Here's what I would do, assuming that humans or aliens have not yet discovered some giant breakthrough in factoring in the Star Trek universe. I would randomly generate two very large prime numbers. Today, two 1024-bit primes should be more than enough, but in 350 years even larger numbers would probably be necessary. Then, I multiply these two number together and store this number in the mine software. To disable the minefield, I simply broadcast these two numbers into the minefield. The mines would be programmed to take the product of any pairs of numbers it receives. If the product matches the internal number, the mine shuts down.

Voila! A method for shutting down the minefield. The enemy can know everything about every single mine's construction, including the software and data stored on every mine, but will be unable to disable the minefield without factoring a very large composite number, which would presumably be difficult or impossible (within a reasonable amount of time).

Another possibility would be using a hash. Come up with a strong passphrase, then use a hashing algorithm like SHA-1 or MD5, or whatever is available and appropriate in 350 years, to hash the passphrase. Store the hash in the mines. When you want to disable the minefield, broadcast the passphrase. These mines will hash the broadcast and compare it to the stored hash. It's really the same solution as before: a one-way function. This is also similar to how passwords are stored inside a computer today.

If we wanted more commands, like "don't blow up any ships for awhile" or "increase minefield density", we could generate more composites corresponding to each command. However, once a command is issued, the secret — the two prime numbers — is out, and it cannot be used again. In this case, I would go into the realm of public key cryptography.

I would issue a command, along with a timestamp, and maybe even a nonce that could double as a global identifier for the command, and sign the whole deal using my private key. On each mine I would store the public key. When a command is received, the mines would check the signature before executing the command. I could then issue repeat commands, as the timestamps would change each time. An adversary learns nothing when a command is issued, because the time stamps would make any replay attacks useless.

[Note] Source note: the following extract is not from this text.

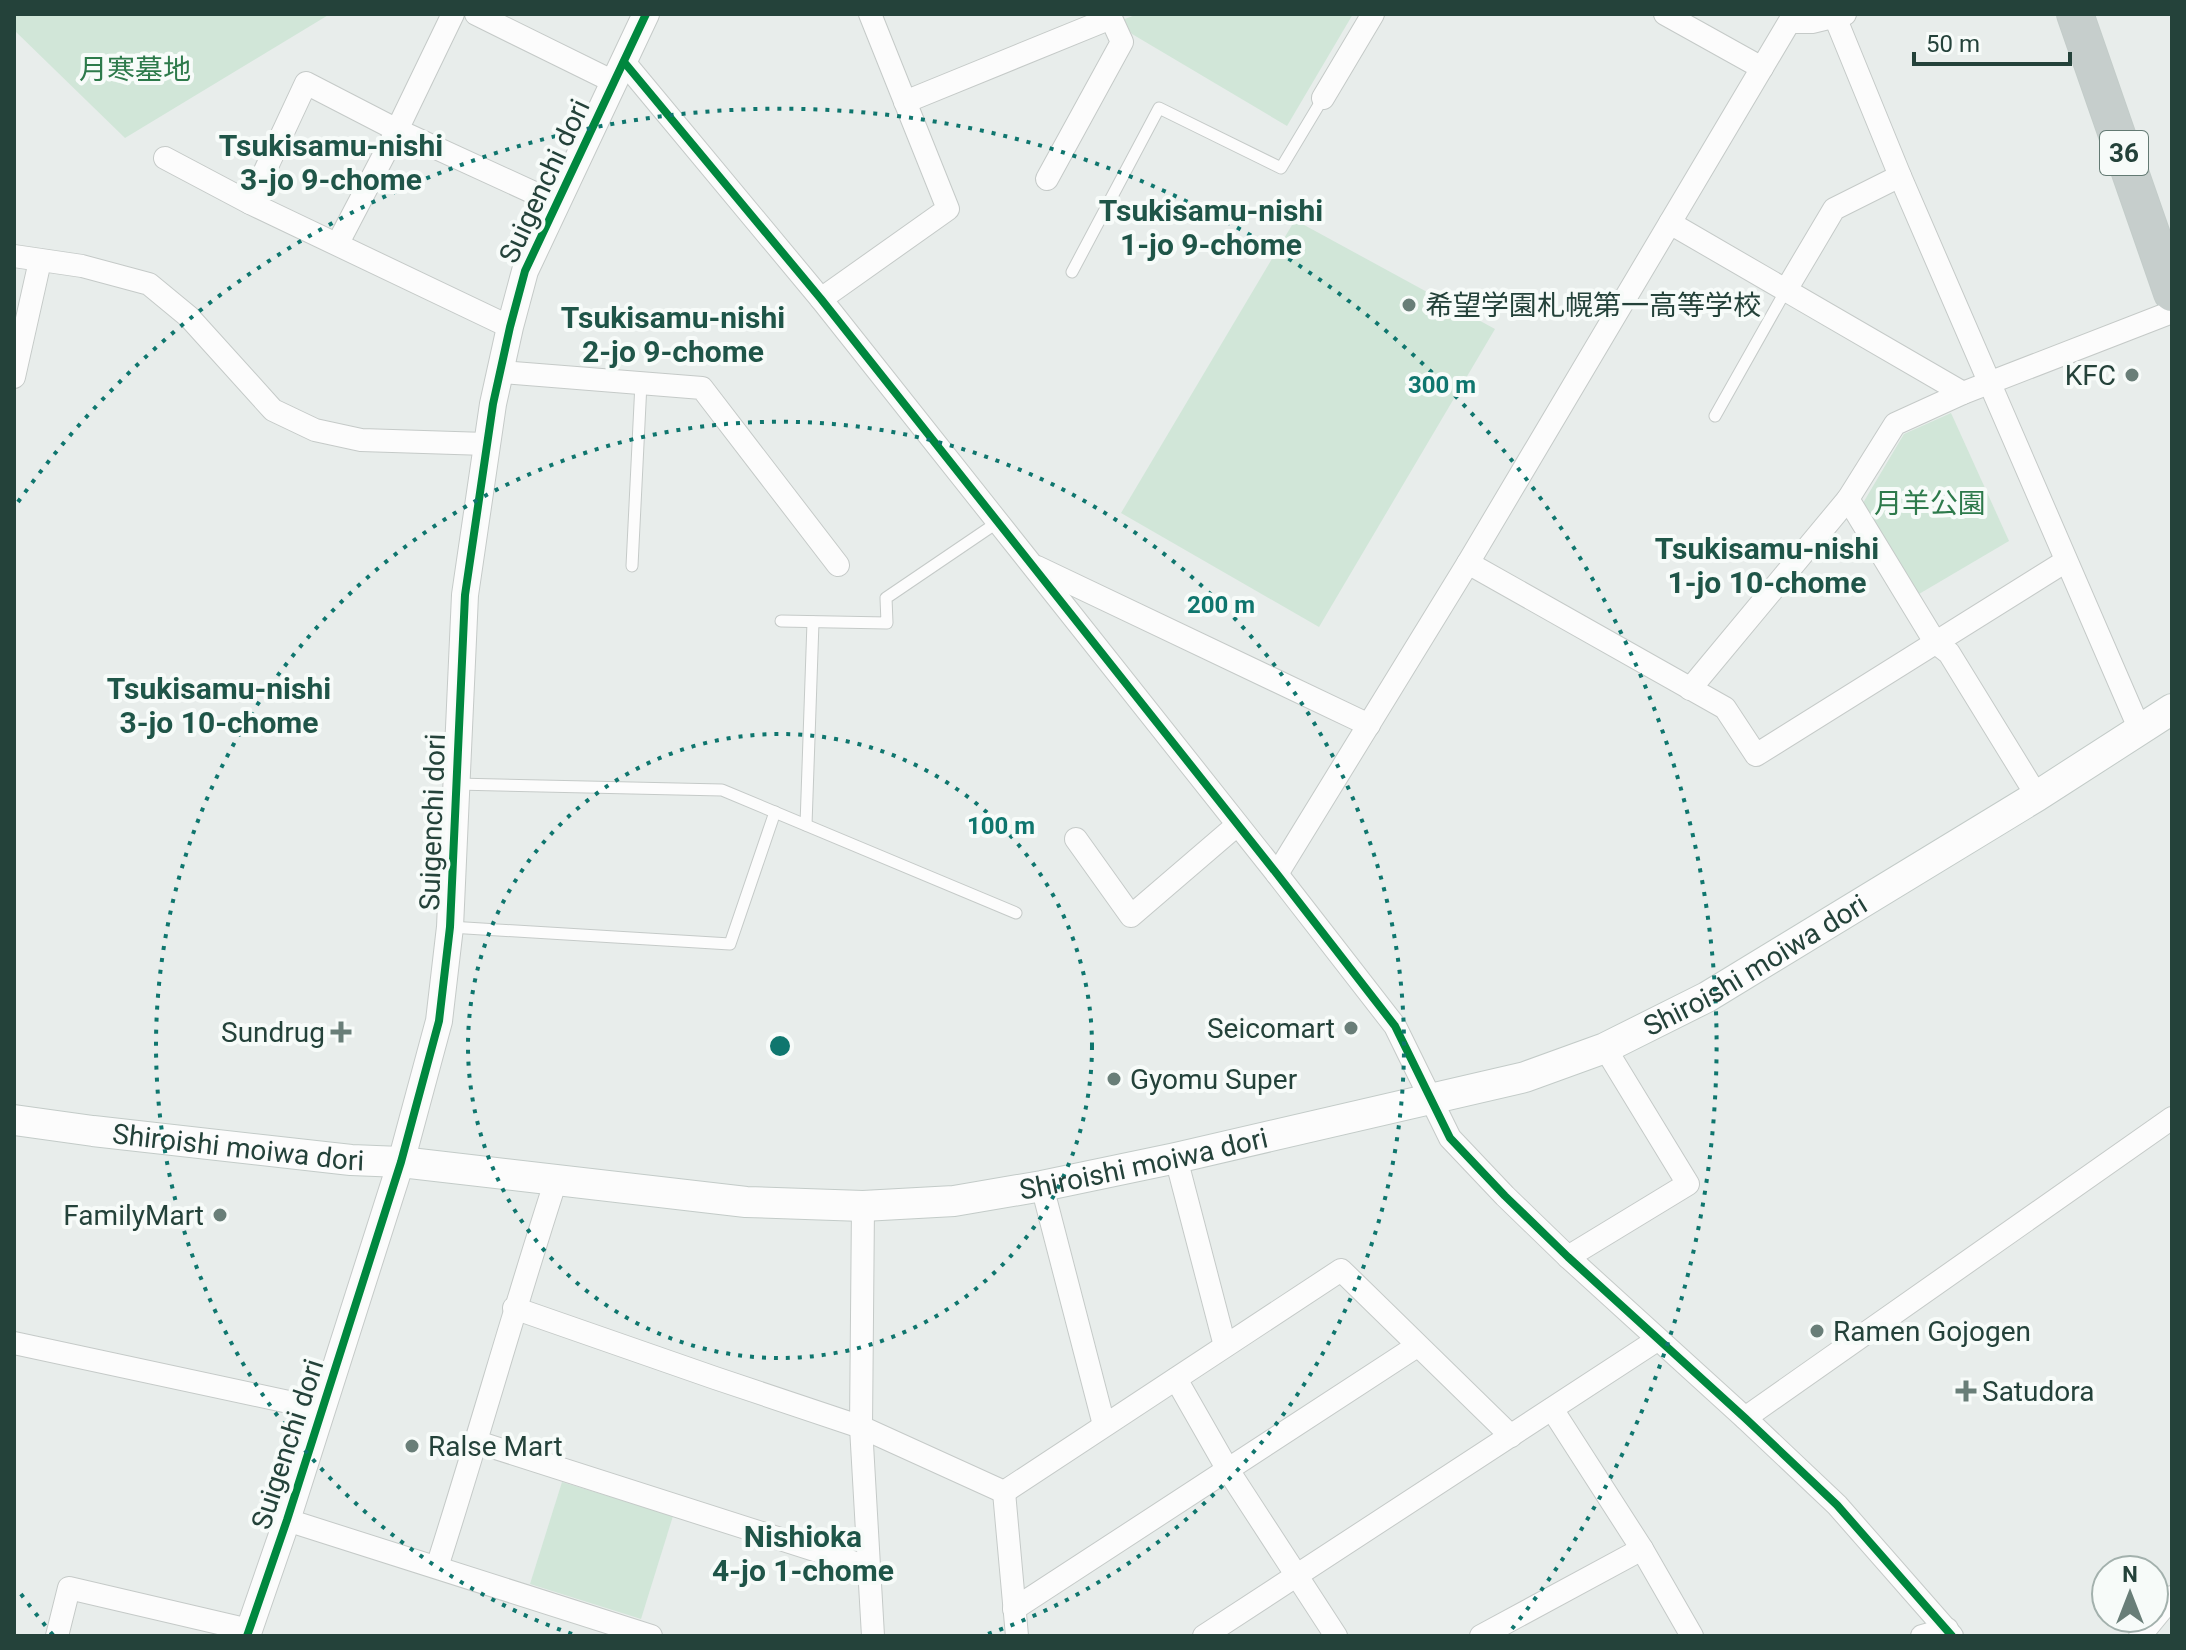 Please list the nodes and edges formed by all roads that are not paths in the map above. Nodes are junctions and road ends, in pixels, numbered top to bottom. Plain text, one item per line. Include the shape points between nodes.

Minefields just like this exist today all over the Internet, as botnets. Thousands of computers all around the world become infected with malware and come under the control of a single individual or group. Individual machines in the botnet could be taken out, but removing the entire botnet is difficult as it grows and repairs itself. Any security researcher could disassemble the botnet malware and learn anything about it, so the malware can store no secrets. How does a malicious person control the botnet, then, without someone else taking control? Public key cryptography, just as described above.